System design is the process of architecting systems that can:

- Scale to millions of users
- Remain reliable under failure
- Maintain low latency and high availability

It becomes increasingly important at senior SWE levels, but even interns may encounter system design
questions in interviews.

---

## The System Design Process

Typical stages:

1. Define requirements
2. Identify core entities
3. Design APIs
4. Create high-level architecture
5. Deep-dive and refine bottlenecks

---

## Requirements

There are two types of requirements:

### Functional Requirements

What users should be able to do.

- “Users should be able to shorten a URL”
- “Users should be able to edit a URL”

### Non-Functional Requirements

How well the system performs.

- Latency < 100 ms
- Supports 10M daily active users
- High availability and uniqueness guarantees

---

## CAP Theorem

In distributed systems, you can only guarantee **two of the following three**:

- **Consistency (C):** Reads return the most recent write
- **Availability (A):** Every request gets a response
- **Partition Tolerance (P):** System works despite network failures

Perfectly reliable distributed databases do not exist.

---

## Caching

- Databases often bottleneck on reads
- Caches store frequently accessed data in fast memory
- Typical flow: **Cache → Database**

---

## Consistent Hashing

- Distributes keys across servers arranged in a ring
- When servers are added or removed, only nearby keys are remapped
- Enables efficient horizontal scaling of caches and databases

---

## Networking Basics

- **HTTP:** Stateless CRUD-based APIs (most systems)
- **TCP:** Persistent connections (e.g., game servers)
- **gRPC:** High-performance service-to-service communication

---

## Load Balancers

- Distribute traffic across backend servers
- Prevent overload and reroute around failures

### Types

- **L4 Load Balancer:** TCP-level (e.g., WebSockets)
- **L7 Load Balancer:** Routes based on HTTP content (URLs, headers)

---

## Data Modeling

### SQL (Relational Databases)

- Fixed schemas
- Tables with rows and columns
- Strong consistency
- Good for complex queries and joins

### NoSQL

- Flexible or schema-less data
- Horizontally scalable
- Eventual or tunable consistency
- Common concepts:
- **Partition key:** Determines shard placement
- **Sort key:** Orders data within a partition

---

## Data Indexing

- Improves query speed using auxiliary data structures
- Tradeoff:
- Faster reads
- Slower writes
- Extra storage cost

---

## API Design Concepts

- **CRUD:** Create (POST), Read (GET), Update (PUT), Delete (DELETE)
- **REST:** URLs represent resources
- **Statelessness:** Each request is self-contained

Stateless APIs improve scalability and reliability.

---

## API Gateway

- Entry point between clients and backend services
- Routes requests
- Handles authentication, rate limiting, and traffic control
- Simplifies API management

---

## Queues

Used to handle bursty traffic and background jobs.

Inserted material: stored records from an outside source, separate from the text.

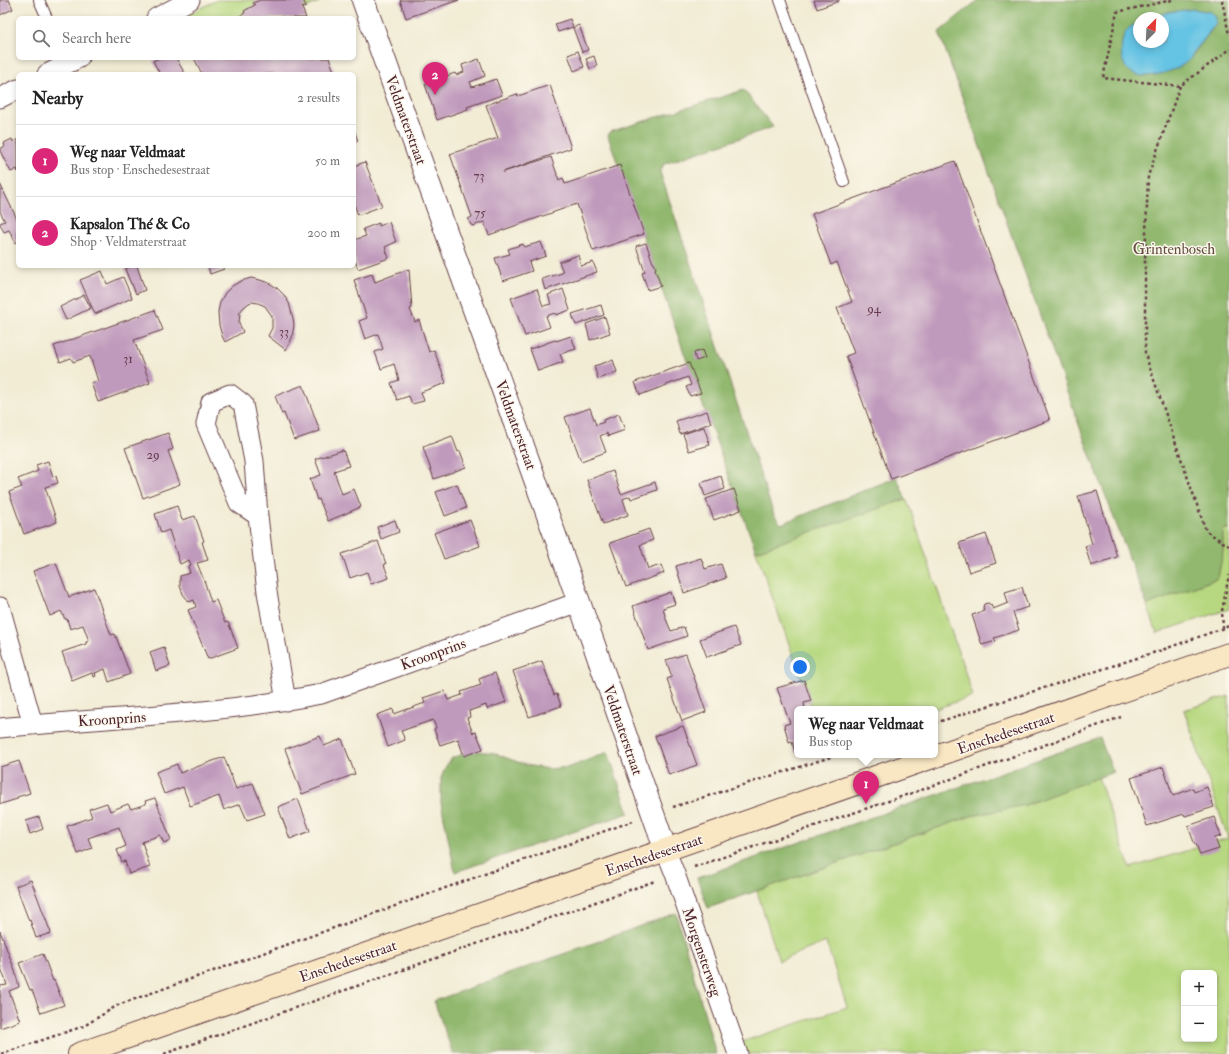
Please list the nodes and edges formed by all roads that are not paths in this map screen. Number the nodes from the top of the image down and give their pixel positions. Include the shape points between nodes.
1 (39, 0) edge
2 (190, 0) edge
3 (363, 0) edge
4 (780, 0) edge
5 (46, 16) edge
6 (160, 16) edge
7 (69, 60) edge
8 (51, 72) edge
9 (16, 90) edge
10 (0, 98) edge
11 (844, 182) dead end
12 (258, 516) junction
13 (579, 602) junction
14 (0, 607) edge
15 (1229, 654) edge
16 (286, 701) junction
17 (33, 725) junction
18 (0, 728) edge
19 (938, 756) edge
20 (932, 758) edge
21 (666, 851) junction
22 (79, 1054) edge
23 (738, 1054) edge

1 - 5 lane
2 - 6 street
3 - 13 street, Veldmaterstraat
4 - 11 lane
7 - 8 street
9 - 10 street
12 - 12 street via 240,503 206,424 211,402 230,394 243,404 254,461
12 - 16 street via 267,592
13 - 16 street, Kroonprins via 321,694
13 - 21 street, Veldmaterstraat
14 - 17 street
15 - 19 main road, Enschedesestraat
16 - 17 street, Kroonprins via 191,713
17 - 18 street, Kroonprins
20 - 21 main road, Enschedesestraat
21 - 22 main road, Enschedesestraat
21 - 23 street, Morgensterweg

- Requests are queued instead of dropped
- Workers process jobs asynchronously
- Enables independent scaling of producers and consumers
- Supports backpressure to protect the system

---

## Streams & Pub/Sub

- Events stored as ordered streams
- Enables real-time processing and replay
- Multiple consumers can read from the same stream
- Supports windowing (e.g., hourly analytics)

---

## Distributed Locks

- Ensure only one machine modifies a shared resource at a time
- Used for inventory updates, ticket sales, etc.
- Improves consistency at the cost of performance

---

## Distributed Cache

- Cache data across multiple machines
- Keys distributed using consistent hashing
- Enables near-infinite cache scaling

Example: Redis

---

## Blob Storage

Used for large, unstructured data.

- Stores binary objects (images, videos, documents)
- Core database stores pointers to blobs
- Extremely scalable, durable, and cost-effective

---

## Sharding

Used when a single database cannot handle the data volume.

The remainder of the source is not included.